Required action:
The response must be made up of the lines in the entries below that contain "JEAN".
++++++++++++++++++++
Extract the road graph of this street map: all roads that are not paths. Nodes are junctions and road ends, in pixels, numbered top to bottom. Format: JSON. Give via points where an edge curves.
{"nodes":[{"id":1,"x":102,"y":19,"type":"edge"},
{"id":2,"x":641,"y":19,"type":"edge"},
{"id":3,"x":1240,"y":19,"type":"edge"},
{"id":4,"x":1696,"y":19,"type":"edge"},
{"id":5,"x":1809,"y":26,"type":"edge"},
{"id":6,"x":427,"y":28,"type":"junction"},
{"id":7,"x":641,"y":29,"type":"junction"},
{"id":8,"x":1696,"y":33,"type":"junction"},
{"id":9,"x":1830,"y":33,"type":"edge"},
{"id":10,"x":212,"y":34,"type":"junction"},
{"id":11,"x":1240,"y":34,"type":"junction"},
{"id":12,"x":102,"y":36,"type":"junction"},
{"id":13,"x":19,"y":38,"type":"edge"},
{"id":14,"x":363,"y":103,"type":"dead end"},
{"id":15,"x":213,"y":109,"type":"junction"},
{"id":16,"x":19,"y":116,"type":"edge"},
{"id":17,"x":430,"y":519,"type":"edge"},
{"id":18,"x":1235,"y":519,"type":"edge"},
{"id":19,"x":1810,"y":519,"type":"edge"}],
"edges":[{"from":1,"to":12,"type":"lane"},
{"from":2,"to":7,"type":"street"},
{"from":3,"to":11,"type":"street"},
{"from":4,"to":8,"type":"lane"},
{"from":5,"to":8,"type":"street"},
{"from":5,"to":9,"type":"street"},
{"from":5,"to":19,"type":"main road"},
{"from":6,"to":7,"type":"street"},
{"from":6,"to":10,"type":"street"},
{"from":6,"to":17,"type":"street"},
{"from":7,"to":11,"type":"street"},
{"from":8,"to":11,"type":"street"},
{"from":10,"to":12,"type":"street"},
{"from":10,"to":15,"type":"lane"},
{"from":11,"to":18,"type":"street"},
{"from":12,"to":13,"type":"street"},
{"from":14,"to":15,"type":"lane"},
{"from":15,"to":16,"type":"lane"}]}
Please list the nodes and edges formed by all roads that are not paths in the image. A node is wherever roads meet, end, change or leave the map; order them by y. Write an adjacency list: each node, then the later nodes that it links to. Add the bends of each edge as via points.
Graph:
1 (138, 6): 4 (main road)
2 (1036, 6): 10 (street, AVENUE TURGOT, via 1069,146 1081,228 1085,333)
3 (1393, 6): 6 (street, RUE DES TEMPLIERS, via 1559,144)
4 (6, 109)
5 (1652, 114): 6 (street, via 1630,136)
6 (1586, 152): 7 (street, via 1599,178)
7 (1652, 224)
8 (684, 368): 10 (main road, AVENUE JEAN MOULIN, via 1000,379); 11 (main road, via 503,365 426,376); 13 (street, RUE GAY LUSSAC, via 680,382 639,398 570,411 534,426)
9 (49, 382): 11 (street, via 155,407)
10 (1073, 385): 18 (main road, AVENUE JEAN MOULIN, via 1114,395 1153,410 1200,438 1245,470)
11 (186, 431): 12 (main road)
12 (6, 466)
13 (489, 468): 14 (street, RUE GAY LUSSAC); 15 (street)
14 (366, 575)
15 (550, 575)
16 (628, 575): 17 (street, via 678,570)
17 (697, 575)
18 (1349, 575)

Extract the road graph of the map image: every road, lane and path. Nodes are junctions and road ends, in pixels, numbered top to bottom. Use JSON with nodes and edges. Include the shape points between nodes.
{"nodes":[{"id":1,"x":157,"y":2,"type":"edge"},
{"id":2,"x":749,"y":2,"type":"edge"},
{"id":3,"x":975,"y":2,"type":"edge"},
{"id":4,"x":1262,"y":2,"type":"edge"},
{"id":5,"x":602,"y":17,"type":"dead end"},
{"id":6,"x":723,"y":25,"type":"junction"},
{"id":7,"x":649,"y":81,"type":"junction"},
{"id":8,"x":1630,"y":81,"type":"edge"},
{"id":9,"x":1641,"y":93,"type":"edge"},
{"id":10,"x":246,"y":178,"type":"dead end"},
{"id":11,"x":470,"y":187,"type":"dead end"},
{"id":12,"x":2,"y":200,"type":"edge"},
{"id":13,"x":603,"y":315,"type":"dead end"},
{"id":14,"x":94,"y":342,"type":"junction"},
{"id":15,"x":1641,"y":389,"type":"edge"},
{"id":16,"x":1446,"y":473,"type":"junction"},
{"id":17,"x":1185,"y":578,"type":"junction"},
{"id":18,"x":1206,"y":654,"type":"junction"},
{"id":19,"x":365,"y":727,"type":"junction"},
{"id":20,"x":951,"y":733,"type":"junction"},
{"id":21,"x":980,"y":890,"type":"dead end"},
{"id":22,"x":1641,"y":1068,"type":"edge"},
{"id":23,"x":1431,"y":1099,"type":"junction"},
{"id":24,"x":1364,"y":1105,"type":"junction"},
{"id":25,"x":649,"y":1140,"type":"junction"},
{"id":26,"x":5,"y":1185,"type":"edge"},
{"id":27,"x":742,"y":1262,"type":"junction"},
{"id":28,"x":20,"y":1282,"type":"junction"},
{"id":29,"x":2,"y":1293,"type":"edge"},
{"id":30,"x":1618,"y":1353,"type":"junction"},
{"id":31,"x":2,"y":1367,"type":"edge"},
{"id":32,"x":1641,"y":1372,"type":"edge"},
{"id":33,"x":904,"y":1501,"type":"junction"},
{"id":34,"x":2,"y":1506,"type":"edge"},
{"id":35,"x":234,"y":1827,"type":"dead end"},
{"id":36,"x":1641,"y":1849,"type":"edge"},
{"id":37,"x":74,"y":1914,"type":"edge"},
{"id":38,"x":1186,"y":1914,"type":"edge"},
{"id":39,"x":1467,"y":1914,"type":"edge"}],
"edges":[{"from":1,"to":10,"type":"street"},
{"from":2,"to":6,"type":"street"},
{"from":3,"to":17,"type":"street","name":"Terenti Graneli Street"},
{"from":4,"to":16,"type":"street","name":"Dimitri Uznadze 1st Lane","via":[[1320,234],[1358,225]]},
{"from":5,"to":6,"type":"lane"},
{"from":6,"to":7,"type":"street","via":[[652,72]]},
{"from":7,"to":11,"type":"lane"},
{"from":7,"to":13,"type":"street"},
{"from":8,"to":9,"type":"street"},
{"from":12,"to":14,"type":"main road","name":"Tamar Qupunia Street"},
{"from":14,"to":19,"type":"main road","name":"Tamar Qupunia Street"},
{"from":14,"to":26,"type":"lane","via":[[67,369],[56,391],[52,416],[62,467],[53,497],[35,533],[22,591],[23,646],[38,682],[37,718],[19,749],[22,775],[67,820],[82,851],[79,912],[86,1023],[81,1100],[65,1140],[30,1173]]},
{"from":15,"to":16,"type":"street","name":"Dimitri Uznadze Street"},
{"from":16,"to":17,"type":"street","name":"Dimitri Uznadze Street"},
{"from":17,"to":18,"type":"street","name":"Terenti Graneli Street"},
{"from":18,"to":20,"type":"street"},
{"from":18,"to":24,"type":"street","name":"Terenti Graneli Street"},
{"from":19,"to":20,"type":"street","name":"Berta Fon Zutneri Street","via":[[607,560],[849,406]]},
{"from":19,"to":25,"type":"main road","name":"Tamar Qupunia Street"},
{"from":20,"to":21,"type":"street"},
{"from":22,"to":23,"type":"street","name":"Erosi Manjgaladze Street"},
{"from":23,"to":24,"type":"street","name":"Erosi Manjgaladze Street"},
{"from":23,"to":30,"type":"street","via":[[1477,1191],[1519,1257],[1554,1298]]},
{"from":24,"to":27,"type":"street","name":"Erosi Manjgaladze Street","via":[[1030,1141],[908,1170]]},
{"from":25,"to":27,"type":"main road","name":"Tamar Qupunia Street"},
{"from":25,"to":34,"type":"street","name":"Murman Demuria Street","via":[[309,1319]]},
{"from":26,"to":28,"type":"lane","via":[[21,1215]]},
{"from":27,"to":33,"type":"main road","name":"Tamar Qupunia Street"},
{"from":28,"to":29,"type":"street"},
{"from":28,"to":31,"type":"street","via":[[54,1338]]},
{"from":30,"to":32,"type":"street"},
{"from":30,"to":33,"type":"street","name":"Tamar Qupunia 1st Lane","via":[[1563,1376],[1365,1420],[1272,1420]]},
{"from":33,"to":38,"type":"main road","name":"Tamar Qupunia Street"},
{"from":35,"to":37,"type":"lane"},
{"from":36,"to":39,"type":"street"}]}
++++++++++++++++++++
Answer for this exercise:
8 (684, 368): 10 (main road, AVENUE JEAN MOULIN, via 1000,379); 11 (main road, via 503,365 426,376); 13 (street, RUE GAY LUSSAC, via 680,382 639,398 570,411 534,426)
10 (1073, 385): 18 (main road, AVENUE JEAN MOULIN, via 1114,395 1153,410 1200,438 1245,470)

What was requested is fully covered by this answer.